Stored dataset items
☆ ☆ ☆ ☆

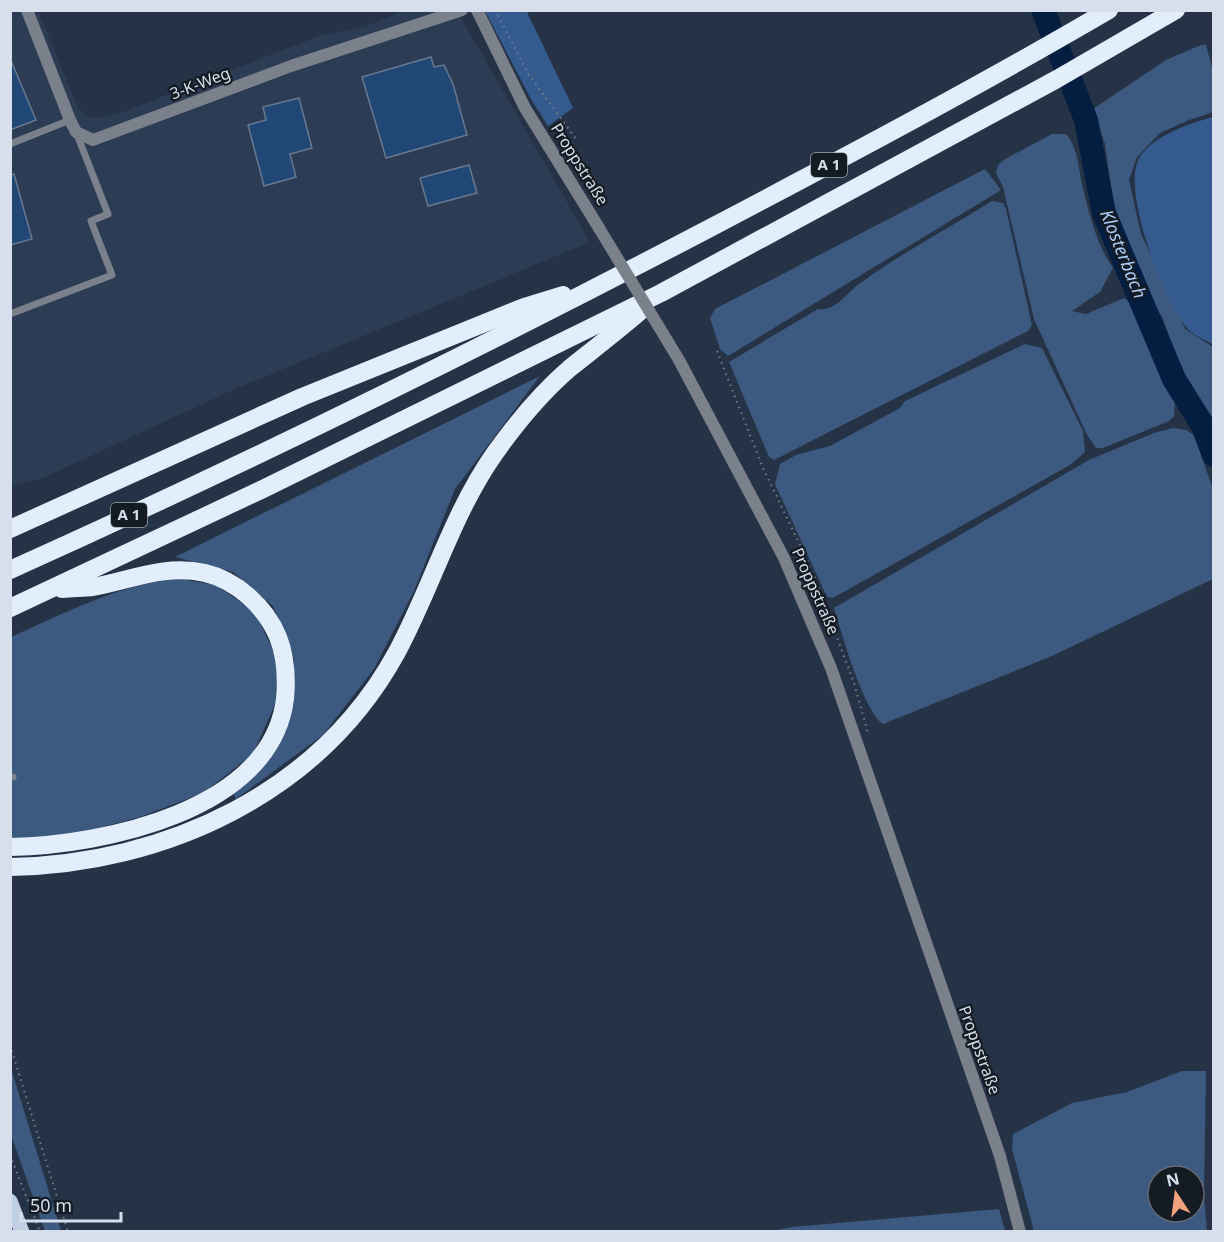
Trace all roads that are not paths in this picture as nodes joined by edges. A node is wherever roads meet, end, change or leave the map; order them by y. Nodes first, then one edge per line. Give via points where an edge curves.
1 (27, 10) edge
2 (462, 10) edge
3 (477, 10) edge
4 (1109, 10) edge
5 (1176, 10) edge
6 (70, 120) junction
7 (76, 132) junction
8 (10, 144) edge
9 (613, 279) junction
10 (661, 293) junction
11 (10, 314) edge
12 (10, 529) edge
13 (10, 570) edge
14 (50, 590) junction
15 (10, 608) edge
16 (10, 847) edge
17 (10, 867) edge
18 (10, 1201) edge
19 (22, 1232) edge
20 (1020, 1232) edge

1 - 6 street
2 - 7 street, 3-K-Weg via 291,66 93,140
3 - 20 street, Proppstraße, bridge via 525,108 679,360 784,558 831,668 864,760 1000,1156
4 - 9 highway, A 1
5 - 10 highway, A 1 via 1057,80
6 - 7 street
6 - 8 lane
7 - 11 lane via 108,214 91,221 112,275
9 - 12 highway via 524,307 302,397
9 - 13 highway, A 1 via 278,446
10 - 14 highway, A 1
10 - 17 highway via 537,400 494,454 463,506 396,654 364,704 279,785 233,812 147,849 100,859
14 - 15 highway, A 1
14 - 16 highway via 94,587 136,575 178,571 206,573 234,584 274,627 284,653 283,711 273,740 255,765 221,792 184,811 96,838
18 - 19 main road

☆ ☆ ☆ ☆

--- WHAT THE TASK ASKS ---
Send back the entries above exactly. Skip the images.

--- TASK SOLUTION ---
Trace all roads that are not paths in this picture as nodes joined by edges. A node is wherever roads meet, end, change or leave the map; order them by y. Nodes first, then one edge per line. Give via points where an edge curves.
1 (27, 10) edge
2 (462, 10) edge
3 (477, 10) edge
4 (1109, 10) edge
5 (1176, 10) edge
6 (70, 120) junction
7 (76, 132) junction
8 (10, 144) edge
9 (613, 279) junction
10 (661, 293) junction
11 (10, 314) edge
12 (10, 529) edge
13 (10, 570) edge
14 (50, 590) junction
15 (10, 608) edge
16 (10, 847) edge
17 (10, 867) edge
18 (10, 1201) edge
19 (22, 1232) edge
20 (1020, 1232) edge

1 - 6 street
2 - 7 street, 3-K-Weg via 291,66 93,140
3 - 20 street, Proppstraße, bridge via 525,108 679,360 784,558 831,668 864,760 1000,1156
4 - 9 highway, A 1
5 - 10 highway, A 1 via 1057,80
6 - 7 street
6 - 8 lane
7 - 11 lane via 108,214 91,221 112,275
9 - 12 highway via 524,307 302,397
9 - 13 highway, A 1 via 278,446
10 - 14 highway, A 1
10 - 17 highway via 537,400 494,454 463,506 396,654 364,704 279,785 233,812 147,849 100,859
14 - 15 highway, A 1
14 - 16 highway via 94,587 136,575 178,571 206,573 234,584 274,627 284,653 283,711 273,740 255,765 221,792 184,811 96,838
18 - 19 main road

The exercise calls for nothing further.